> Exercise instructions
Print every record exactly, omitting none.

Collected data:

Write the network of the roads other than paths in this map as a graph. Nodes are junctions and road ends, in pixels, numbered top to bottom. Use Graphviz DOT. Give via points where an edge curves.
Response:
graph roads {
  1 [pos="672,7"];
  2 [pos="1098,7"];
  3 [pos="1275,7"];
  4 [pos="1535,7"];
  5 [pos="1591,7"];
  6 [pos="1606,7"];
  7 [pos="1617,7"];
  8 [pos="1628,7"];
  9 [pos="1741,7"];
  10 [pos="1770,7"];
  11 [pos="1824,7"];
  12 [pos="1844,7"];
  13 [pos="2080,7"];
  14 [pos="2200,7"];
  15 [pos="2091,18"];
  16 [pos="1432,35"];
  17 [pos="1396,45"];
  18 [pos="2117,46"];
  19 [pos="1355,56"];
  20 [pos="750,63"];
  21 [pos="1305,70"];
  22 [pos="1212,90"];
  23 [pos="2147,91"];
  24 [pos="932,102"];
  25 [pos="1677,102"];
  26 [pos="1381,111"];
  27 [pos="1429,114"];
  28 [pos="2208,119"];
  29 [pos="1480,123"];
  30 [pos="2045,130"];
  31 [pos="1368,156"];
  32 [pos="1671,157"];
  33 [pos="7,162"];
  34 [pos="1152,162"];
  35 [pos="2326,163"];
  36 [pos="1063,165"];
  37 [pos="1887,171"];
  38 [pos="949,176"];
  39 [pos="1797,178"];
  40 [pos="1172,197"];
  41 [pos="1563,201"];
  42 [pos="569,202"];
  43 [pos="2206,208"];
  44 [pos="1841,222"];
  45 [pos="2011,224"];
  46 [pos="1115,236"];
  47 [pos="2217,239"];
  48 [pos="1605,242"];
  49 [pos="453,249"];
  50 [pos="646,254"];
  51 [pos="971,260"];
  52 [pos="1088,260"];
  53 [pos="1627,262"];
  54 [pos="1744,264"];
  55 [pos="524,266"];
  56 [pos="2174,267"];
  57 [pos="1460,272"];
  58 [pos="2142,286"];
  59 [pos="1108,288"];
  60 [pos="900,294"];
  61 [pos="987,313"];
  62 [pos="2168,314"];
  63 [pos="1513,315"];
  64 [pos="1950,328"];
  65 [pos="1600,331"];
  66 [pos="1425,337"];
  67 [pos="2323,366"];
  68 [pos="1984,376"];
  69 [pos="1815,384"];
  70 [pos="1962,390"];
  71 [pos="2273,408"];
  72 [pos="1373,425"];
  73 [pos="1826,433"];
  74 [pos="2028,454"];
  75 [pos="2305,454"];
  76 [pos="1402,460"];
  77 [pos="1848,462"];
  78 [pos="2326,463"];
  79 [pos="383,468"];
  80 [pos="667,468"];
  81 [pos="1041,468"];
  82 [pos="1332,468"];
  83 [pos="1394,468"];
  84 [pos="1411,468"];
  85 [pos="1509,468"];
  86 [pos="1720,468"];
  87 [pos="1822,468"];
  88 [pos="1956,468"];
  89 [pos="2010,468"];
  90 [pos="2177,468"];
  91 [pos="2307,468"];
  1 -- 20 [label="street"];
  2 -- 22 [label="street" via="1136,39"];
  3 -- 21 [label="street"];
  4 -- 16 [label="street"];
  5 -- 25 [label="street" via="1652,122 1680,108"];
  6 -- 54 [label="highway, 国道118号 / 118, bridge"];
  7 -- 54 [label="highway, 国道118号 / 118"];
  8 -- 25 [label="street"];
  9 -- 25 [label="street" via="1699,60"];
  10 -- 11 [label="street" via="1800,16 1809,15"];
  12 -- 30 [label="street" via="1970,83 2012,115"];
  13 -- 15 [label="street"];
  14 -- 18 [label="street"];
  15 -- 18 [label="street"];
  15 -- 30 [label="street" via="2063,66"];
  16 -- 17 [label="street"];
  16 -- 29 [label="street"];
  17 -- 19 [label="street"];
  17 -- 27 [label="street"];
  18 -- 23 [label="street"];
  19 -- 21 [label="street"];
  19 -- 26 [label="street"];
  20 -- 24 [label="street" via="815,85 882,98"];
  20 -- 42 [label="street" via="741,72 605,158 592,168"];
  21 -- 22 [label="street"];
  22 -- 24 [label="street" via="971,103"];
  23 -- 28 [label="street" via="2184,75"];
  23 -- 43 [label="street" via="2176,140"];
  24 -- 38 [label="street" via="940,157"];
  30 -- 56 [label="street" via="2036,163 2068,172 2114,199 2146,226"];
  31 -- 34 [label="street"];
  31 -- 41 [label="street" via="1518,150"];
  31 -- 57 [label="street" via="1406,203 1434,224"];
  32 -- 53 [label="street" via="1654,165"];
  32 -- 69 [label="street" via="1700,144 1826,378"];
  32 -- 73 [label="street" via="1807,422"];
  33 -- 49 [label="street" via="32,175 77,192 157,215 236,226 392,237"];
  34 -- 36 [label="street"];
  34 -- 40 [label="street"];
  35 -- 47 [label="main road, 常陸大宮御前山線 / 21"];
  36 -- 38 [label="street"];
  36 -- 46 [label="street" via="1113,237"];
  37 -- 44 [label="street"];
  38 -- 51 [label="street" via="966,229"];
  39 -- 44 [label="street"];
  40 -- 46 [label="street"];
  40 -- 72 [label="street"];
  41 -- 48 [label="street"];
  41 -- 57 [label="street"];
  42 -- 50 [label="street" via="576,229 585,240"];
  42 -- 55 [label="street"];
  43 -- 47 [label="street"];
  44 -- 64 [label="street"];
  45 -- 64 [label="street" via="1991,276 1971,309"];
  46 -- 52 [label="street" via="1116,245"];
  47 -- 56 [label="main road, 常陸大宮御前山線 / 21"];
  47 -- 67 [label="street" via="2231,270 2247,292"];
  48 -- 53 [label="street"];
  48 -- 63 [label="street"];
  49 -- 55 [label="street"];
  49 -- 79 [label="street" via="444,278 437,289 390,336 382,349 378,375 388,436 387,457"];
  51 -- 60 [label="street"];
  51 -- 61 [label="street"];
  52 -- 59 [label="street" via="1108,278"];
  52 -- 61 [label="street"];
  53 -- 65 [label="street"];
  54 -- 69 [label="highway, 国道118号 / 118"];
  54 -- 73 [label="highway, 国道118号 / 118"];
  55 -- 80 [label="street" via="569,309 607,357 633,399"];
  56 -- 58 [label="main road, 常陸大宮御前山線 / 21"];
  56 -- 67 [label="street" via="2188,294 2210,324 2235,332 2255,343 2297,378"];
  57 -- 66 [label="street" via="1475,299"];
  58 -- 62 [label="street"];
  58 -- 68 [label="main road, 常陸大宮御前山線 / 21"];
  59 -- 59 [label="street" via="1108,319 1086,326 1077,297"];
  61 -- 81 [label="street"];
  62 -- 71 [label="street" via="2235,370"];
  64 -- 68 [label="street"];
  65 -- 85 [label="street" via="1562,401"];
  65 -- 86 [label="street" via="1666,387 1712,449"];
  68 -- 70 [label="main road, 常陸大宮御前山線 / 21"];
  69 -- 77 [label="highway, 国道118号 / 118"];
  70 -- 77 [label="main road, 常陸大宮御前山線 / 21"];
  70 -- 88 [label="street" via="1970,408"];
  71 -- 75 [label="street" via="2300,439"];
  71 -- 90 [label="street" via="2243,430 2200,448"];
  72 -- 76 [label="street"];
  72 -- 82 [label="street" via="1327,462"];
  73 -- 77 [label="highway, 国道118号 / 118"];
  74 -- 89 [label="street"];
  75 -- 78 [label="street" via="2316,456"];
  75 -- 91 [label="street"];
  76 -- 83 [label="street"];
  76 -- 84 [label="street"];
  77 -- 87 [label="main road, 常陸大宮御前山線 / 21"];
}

> Answer space
Write the network of the roads other than paths in this map as a graph. Nodes are junctions and road ends, in pixels, numbered top to bottom. Use Graphviz DOT. Give via points where an edge curves.
Response:
graph roads {
  1 [pos="672,7"];
  2 [pos="1098,7"];
  3 [pos="1275,7"];
  4 [pos="1535,7"];
  5 [pos="1591,7"];
  6 [pos="1606,7"];
  7 [pos="1617,7"];
  8 [pos="1628,7"];
  9 [pos="1741,7"];
  10 [pos="1770,7"];
  11 [pos="1824,7"];
  12 [pos="1844,7"];
  13 [pos="2080,7"];
  14 [pos="2200,7"];
  15 [pos="2091,18"];
  16 [pos="1432,35"];
  17 [pos="1396,45"];
  18 [pos="2117,46"];
  19 [pos="1355,56"];
  20 [pos="750,63"];
  21 [pos="1305,70"];
  22 [pos="1212,90"];
  23 [pos="2147,91"];
  24 [pos="932,102"];
  25 [pos="1677,102"];
  26 [pos="1381,111"];
  27 [pos="1429,114"];
  28 [pos="2208,119"];
  29 [pos="1480,123"];
  30 [pos="2045,130"];
  31 [pos="1368,156"];
  32 [pos="1671,157"];
  33 [pos="7,162"];
  34 [pos="1152,162"];
  35 [pos="2326,163"];
  36 [pos="1063,165"];
  37 [pos="1887,171"];
  38 [pos="949,176"];
  39 [pos="1797,178"];
  40 [pos="1172,197"];
  41 [pos="1563,201"];
  42 [pos="569,202"];
  43 [pos="2206,208"];
  44 [pos="1841,222"];
  45 [pos="2011,224"];
  46 [pos="1115,236"];
  47 [pos="2217,239"];
  48 [pos="1605,242"];
  49 [pos="453,249"];
  50 [pos="646,254"];
  51 [pos="971,260"];
  52 [pos="1088,260"];
  53 [pos="1627,262"];
  54 [pos="1744,264"];
  55 [pos="524,266"];
  56 [pos="2174,267"];
  57 [pos="1460,272"];
  58 [pos="2142,286"];
  59 [pos="1108,288"];
  60 [pos="900,294"];
  61 [pos="987,313"];
  62 [pos="2168,314"];
  63 [pos="1513,315"];
  64 [pos="1950,328"];
  65 [pos="1600,331"];
  66 [pos="1425,337"];
  67 [pos="2323,366"];
  68 [pos="1984,376"];
  69 [pos="1815,384"];
  70 [pos="1962,390"];
  71 [pos="2273,408"];
  72 [pos="1373,425"];
  73 [pos="1826,433"];
  74 [pos="2028,454"];
  75 [pos="2305,454"];
  76 [pos="1402,460"];
  77 [pos="1848,462"];
  78 [pos="2326,463"];
  79 [pos="383,468"];
  80 [pos="667,468"];
  81 [pos="1041,468"];
  82 [pos="1332,468"];
  83 [pos="1394,468"];
  84 [pos="1411,468"];
  85 [pos="1509,468"];
  86 [pos="1720,468"];
  87 [pos="1822,468"];
  88 [pos="1956,468"];
  89 [pos="2010,468"];
  90 [pos="2177,468"];
  91 [pos="2307,468"];
  1 -- 20 [label="street"];
  2 -- 22 [label="street" via="1136,39"];
  3 -- 21 [label="street"];
  4 -- 16 [label="street"];
  5 -- 25 [label="street" via="1652,122 1680,108"];
  6 -- 54 [label="highway, 国道118号 / 118, bridge"];
  7 -- 54 [label="highway, 国道118号 / 118"];
  8 -- 25 [label="street"];
  9 -- 25 [label="street" via="1699,60"];
  10 -- 11 [label="street" via="1800,16 1809,15"];
  12 -- 30 [label="street" via="1970,83 2012,115"];
  13 -- 15 [label="street"];
  14 -- 18 [label="street"];
  15 -- 18 [label="street"];
  15 -- 30 [label="street" via="2063,66"];
  16 -- 17 [label="street"];
  16 -- 29 [label="street"];
  17 -- 19 [label="street"];
  17 -- 27 [label="street"];
  18 -- 23 [label="street"];
  19 -- 21 [label="street"];
  19 -- 26 [label="street"];
  20 -- 24 [label="street" via="815,85 882,98"];
  20 -- 42 [label="street" via="741,72 605,158 592,168"];
  21 -- 22 [label="street"];
  22 -- 24 [label="street" via="971,103"];
  23 -- 28 [label="street" via="2184,75"];
  23 -- 43 [label="street" via="2176,140"];
  24 -- 38 [label="street" via="940,157"];
  30 -- 56 [label="street" via="2036,163 2068,172 2114,199 2146,226"];
  31 -- 34 [label="street"];
  31 -- 41 [label="street" via="1518,150"];
  31 -- 57 [label="street" via="1406,203 1434,224"];
  32 -- 53 [label="street" via="1654,165"];
  32 -- 69 [label="street" via="1700,144 1826,378"];
  32 -- 73 [label="street" via="1807,422"];
  33 -- 49 [label="street" via="32,175 77,192 157,215 236,226 392,237"];
  34 -- 36 [label="street"];
  34 -- 40 [label="street"];
  35 -- 47 [label="main road, 常陸大宮御前山線 / 21"];
  36 -- 38 [label="street"];
  36 -- 46 [label="street" via="1113,237"];
  37 -- 44 [label="street"];
  38 -- 51 [label="street" via="966,229"];
  39 -- 44 [label="street"];
  40 -- 46 [label="street"];
  40 -- 72 [label="street"];
  41 -- 48 [label="street"];
  41 -- 57 [label="street"];
  42 -- 50 [label="street" via="576,229 585,240"];
  42 -- 55 [label="street"];
  43 -- 47 [label="street"];
  44 -- 64 [label="street"];
  45 -- 64 [label="street" via="1991,276 1971,309"];
  46 -- 52 [label="street" via="1116,245"];
  47 -- 56 [label="main road, 常陸大宮御前山線 / 21"];
  47 -- 67 [label="street" via="2231,270 2247,292"];
  48 -- 53 [label="street"];
  48 -- 63 [label="street"];
  49 -- 55 [label="street"];
  49 -- 79 [label="street" via="444,278 437,289 390,336 382,349 378,375 388,436 387,457"];
  51 -- 60 [label="street"];
  51 -- 61 [label="street"];
  52 -- 59 [label="street" via="1108,278"];
  52 -- 61 [label="street"];
  53 -- 65 [label="street"];
  54 -- 69 [label="highway, 国道118号 / 118"];
  54 -- 73 [label="highway, 国道118号 / 118"];
  55 -- 80 [label="street" via="569,309 607,357 633,399"];
  56 -- 58 [label="main road, 常陸大宮御前山線 / 21"];
  56 -- 67 [label="street" via="2188,294 2210,324 2235,332 2255,343 2297,378"];
  57 -- 66 [label="street" via="1475,299"];
  58 -- 62 [label="street"];
  58 -- 68 [label="main road, 常陸大宮御前山線 / 21"];
  59 -- 59 [label="street" via="1108,319 1086,326 1077,297"];
  61 -- 81 [label="street"];
  62 -- 71 [label="street" via="2235,370"];
  64 -- 68 [label="street"];
  65 -- 85 [label="street" via="1562,401"];
  65 -- 86 [label="street" via="1666,387 1712,449"];
  68 -- 70 [label="main road, 常陸大宮御前山線 / 21"];
  69 -- 77 [label="highway, 国道118号 / 118"];
  70 -- 77 [label="main road, 常陸大宮御前山線 / 21"];
  70 -- 88 [label="street" via="1970,408"];
  71 -- 75 [label="street" via="2300,439"];
  71 -- 90 [label="street" via="2243,430 2200,448"];
  72 -- 76 [label="street"];
  72 -- 82 [label="street" via="1327,462"];
  73 -- 77 [label="highway, 国道118号 / 118"];
  74 -- 89 [label="street"];
  75 -- 78 [label="street" via="2316,456"];
  75 -- 91 [label="street"];
  76 -- 83 [label="street"];
  76 -- 84 [label="street"];
  77 -- 87 [label="main road, 常陸大宮御前山線 / 21"];
}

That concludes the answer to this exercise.